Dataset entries
------------

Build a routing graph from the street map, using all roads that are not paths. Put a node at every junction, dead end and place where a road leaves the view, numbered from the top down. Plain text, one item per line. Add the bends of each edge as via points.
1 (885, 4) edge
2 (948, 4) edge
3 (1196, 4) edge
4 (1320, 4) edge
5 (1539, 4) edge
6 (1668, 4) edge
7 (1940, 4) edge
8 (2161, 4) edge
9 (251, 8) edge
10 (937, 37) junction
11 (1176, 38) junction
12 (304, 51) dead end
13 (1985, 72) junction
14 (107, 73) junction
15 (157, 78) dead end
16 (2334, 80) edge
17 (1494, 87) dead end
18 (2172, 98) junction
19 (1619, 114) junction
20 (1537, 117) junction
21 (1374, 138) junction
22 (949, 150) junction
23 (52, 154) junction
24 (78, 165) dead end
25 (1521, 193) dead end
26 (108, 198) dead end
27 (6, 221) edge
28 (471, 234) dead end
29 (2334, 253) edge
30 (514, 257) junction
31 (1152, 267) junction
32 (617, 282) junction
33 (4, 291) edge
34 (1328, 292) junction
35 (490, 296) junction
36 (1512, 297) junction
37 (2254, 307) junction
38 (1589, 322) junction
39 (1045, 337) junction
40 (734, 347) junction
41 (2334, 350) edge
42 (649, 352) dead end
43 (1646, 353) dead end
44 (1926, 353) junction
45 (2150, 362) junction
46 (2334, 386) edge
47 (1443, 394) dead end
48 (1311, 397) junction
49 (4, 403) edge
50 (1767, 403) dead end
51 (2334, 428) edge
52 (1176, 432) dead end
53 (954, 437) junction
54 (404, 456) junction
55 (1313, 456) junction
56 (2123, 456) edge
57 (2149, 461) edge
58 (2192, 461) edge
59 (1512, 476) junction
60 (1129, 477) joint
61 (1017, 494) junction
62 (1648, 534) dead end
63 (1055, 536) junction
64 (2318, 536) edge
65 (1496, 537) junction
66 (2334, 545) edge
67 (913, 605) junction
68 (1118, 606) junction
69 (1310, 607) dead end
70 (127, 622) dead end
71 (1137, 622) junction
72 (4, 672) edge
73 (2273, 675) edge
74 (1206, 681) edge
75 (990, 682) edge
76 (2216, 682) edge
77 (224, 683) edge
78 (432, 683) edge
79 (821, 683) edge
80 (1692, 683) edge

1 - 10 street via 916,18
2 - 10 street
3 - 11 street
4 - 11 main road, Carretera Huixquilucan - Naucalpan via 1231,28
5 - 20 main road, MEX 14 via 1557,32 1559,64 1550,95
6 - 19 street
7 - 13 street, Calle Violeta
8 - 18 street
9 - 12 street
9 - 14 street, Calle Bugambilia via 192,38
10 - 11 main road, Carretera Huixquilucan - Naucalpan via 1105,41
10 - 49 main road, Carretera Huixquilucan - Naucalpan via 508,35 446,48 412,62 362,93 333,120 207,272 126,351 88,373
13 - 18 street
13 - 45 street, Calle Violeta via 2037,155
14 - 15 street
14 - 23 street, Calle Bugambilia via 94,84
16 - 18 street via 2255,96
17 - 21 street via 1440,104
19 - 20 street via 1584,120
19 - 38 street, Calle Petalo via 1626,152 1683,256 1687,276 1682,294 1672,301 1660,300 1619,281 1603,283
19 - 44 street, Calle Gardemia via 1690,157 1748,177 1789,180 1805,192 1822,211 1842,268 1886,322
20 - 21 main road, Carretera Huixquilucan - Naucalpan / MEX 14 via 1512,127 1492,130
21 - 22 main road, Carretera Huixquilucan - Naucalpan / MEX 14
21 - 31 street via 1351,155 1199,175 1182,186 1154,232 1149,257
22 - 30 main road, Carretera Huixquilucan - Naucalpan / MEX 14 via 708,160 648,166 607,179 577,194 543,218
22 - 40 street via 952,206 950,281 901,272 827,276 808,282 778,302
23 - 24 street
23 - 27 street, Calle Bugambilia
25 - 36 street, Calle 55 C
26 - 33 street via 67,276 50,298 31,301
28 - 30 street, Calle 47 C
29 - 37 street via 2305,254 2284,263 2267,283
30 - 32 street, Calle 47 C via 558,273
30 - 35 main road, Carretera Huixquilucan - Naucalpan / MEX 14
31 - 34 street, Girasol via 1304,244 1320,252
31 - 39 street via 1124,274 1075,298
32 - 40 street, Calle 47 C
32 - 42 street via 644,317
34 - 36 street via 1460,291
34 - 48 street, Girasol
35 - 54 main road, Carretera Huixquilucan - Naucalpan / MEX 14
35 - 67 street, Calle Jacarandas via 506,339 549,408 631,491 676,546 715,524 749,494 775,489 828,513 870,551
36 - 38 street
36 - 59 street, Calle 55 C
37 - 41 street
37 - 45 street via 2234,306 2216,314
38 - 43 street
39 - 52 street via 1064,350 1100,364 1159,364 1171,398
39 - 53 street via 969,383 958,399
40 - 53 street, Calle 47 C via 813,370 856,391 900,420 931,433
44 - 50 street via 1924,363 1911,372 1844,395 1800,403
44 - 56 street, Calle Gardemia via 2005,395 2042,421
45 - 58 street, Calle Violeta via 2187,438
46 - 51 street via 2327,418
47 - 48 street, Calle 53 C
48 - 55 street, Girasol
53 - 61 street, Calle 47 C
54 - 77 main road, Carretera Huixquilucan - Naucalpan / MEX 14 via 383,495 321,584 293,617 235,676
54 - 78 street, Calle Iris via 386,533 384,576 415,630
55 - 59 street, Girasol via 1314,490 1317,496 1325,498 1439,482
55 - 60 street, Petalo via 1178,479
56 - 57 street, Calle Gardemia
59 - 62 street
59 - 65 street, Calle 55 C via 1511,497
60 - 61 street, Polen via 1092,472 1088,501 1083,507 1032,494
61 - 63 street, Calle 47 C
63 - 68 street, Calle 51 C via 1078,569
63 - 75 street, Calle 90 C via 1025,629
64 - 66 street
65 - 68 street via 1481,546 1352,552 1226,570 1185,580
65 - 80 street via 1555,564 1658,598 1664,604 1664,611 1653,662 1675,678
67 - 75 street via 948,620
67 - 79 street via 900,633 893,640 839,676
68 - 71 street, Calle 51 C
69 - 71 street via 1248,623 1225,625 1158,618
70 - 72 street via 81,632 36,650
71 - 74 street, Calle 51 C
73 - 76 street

------------

AIM OF THE EXERCISE: Write out all of the records word for word.

WORKED SOLUTION:
Build a routing graph from the street map, using all roads that are not paths. Put a node at every junction, dead end and place where a road leaves the view, numbered from the top down. Plain text, one item per line. Add the bends of each edge as via points.
1 (885, 4) edge
2 (948, 4) edge
3 (1196, 4) edge
4 (1320, 4) edge
5 (1539, 4) edge
6 (1668, 4) edge
7 (1940, 4) edge
8 (2161, 4) edge
9 (251, 8) edge
10 (937, 37) junction
11 (1176, 38) junction
12 (304, 51) dead end
13 (1985, 72) junction
14 (107, 73) junction
15 (157, 78) dead end
16 (2334, 80) edge
17 (1494, 87) dead end
18 (2172, 98) junction
19 (1619, 114) junction
20 (1537, 117) junction
21 (1374, 138) junction
22 (949, 150) junction
23 (52, 154) junction
24 (78, 165) dead end
25 (1521, 193) dead end
26 (108, 198) dead end
27 (6, 221) edge
28 (471, 234) dead end
29 (2334, 253) edge
30 (514, 257) junction
31 (1152, 267) junction
32 (617, 282) junction
33 (4, 291) edge
34 (1328, 292) junction
35 (490, 296) junction
36 (1512, 297) junction
37 (2254, 307) junction
38 (1589, 322) junction
39 (1045, 337) junction
40 (734, 347) junction
41 (2334, 350) edge
42 (649, 352) dead end
43 (1646, 353) dead end
44 (1926, 353) junction
45 (2150, 362) junction
46 (2334, 386) edge
47 (1443, 394) dead end
48 (1311, 397) junction
49 (4, 403) edge
50 (1767, 403) dead end
51 (2334, 428) edge
52 (1176, 432) dead end
53 (954, 437) junction
54 (404, 456) junction
55 (1313, 456) junction
56 (2123, 456) edge
57 (2149, 461) edge
58 (2192, 461) edge
59 (1512, 476) junction
60 (1129, 477) joint
61 (1017, 494) junction
62 (1648, 534) dead end
63 (1055, 536) junction
64 (2318, 536) edge
65 (1496, 537) junction
66 (2334, 545) edge
67 (913, 605) junction
68 (1118, 606) junction
69 (1310, 607) dead end
70 (127, 622) dead end
71 (1137, 622) junction
72 (4, 672) edge
73 (2273, 675) edge
74 (1206, 681) edge
75 (990, 682) edge
76 (2216, 682) edge
77 (224, 683) edge
78 (432, 683) edge
79 (821, 683) edge
80 (1692, 683) edge

1 - 10 street via 916,18
2 - 10 street
3 - 11 street
4 - 11 main road, Carretera Huixquilucan - Naucalpan via 1231,28
5 - 20 main road, MEX 14 via 1557,32 1559,64 1550,95
6 - 19 street
7 - 13 street, Calle Violeta
8 - 18 street
9 - 12 street
9 - 14 street, Calle Bugambilia via 192,38
10 - 11 main road, Carretera Huixquilucan - Naucalpan via 1105,41
10 - 49 main road, Carretera Huixquilucan - Naucalpan via 508,35 446,48 412,62 362,93 333,120 207,272 126,351 88,373
13 - 18 street
13 - 45 street, Calle Violeta via 2037,155
14 - 15 street
14 - 23 street, Calle Bugambilia via 94,84
16 - 18 street via 2255,96
17 - 21 street via 1440,104
19 - 20 street via 1584,120
19 - 38 street, Calle Petalo via 1626,152 1683,256 1687,276 1682,294 1672,301 1660,300 1619,281 1603,283
19 - 44 street, Calle Gardemia via 1690,157 1748,177 1789,180 1805,192 1822,211 1842,268 1886,322
20 - 21 main road, Carretera Huixquilucan - Naucalpan / MEX 14 via 1512,127 1492,130
21 - 22 main road, Carretera Huixquilucan - Naucalpan / MEX 14
21 - 31 street via 1351,155 1199,175 1182,186 1154,232 1149,257
22 - 30 main road, Carretera Huixquilucan - Naucalpan / MEX 14 via 708,160 648,166 607,179 577,194 543,218
22 - 40 street via 952,206 950,281 901,272 827,276 808,282 778,302
23 - 24 street
23 - 27 street, Calle Bugambilia
25 - 36 street, Calle 55 C
26 - 33 street via 67,276 50,298 31,301
28 - 30 street, Calle 47 C
29 - 37 street via 2305,254 2284,263 2267,283
30 - 32 street, Calle 47 C via 558,273
30 - 35 main road, Carretera Huixquilucan - Naucalpan / MEX 14
31 - 34 street, Girasol via 1304,244 1320,252
31 - 39 street via 1124,274 1075,298
32 - 40 street, Calle 47 C
32 - 42 street via 644,317
34 - 36 street via 1460,291
34 - 48 street, Girasol
35 - 54 main road, Carretera Huixquilucan - Naucalpan / MEX 14
35 - 67 street, Calle Jacarandas via 506,339 549,408 631,491 676,546 715,524 749,494 775,489 828,513 870,551
36 - 38 street
36 - 59 street, Calle 55 C
37 - 41 street
37 - 45 street via 2234,306 2216,314
38 - 43 street
39 - 52 street via 1064,350 1100,364 1159,364 1171,398
39 - 53 street via 969,383 958,399
40 - 53 street, Calle 47 C via 813,370 856,391 900,420 931,433
44 - 50 street via 1924,363 1911,372 1844,395 1800,403
44 - 56 street, Calle Gardemia via 2005,395 2042,421
45 - 58 street, Calle Violeta via 2187,438
46 - 51 street via 2327,418
47 - 48 street, Calle 53 C
48 - 55 street, Girasol
53 - 61 street, Calle 47 C
54 - 77 main road, Carretera Huixquilucan - Naucalpan / MEX 14 via 383,495 321,584 293,617 235,676
54 - 78 street, Calle Iris via 386,533 384,576 415,630
55 - 59 street, Girasol via 1314,490 1317,496 1325,498 1439,482
55 - 60 street, Petalo via 1178,479
56 - 57 street, Calle Gardemia
59 - 62 street
59 - 65 street, Calle 55 C via 1511,497
60 - 61 street, Polen via 1092,472 1088,501 1083,507 1032,494
61 - 63 street, Calle 47 C
63 - 68 street, Calle 51 C via 1078,569
63 - 75 street, Calle 90 C via 1025,629
64 - 66 street
65 - 68 street via 1481,546 1352,552 1226,570 1185,580
65 - 80 street via 1555,564 1658,598 1664,604 1664,611 1653,662 1675,678
67 - 75 street via 948,620
67 - 79 street via 900,633 893,640 839,676
68 - 71 street, Calle 51 C
69 - 71 street via 1248,623 1225,625 1158,618
70 - 72 street via 81,632 36,650
71 - 74 street, Calle 51 C
73 - 76 street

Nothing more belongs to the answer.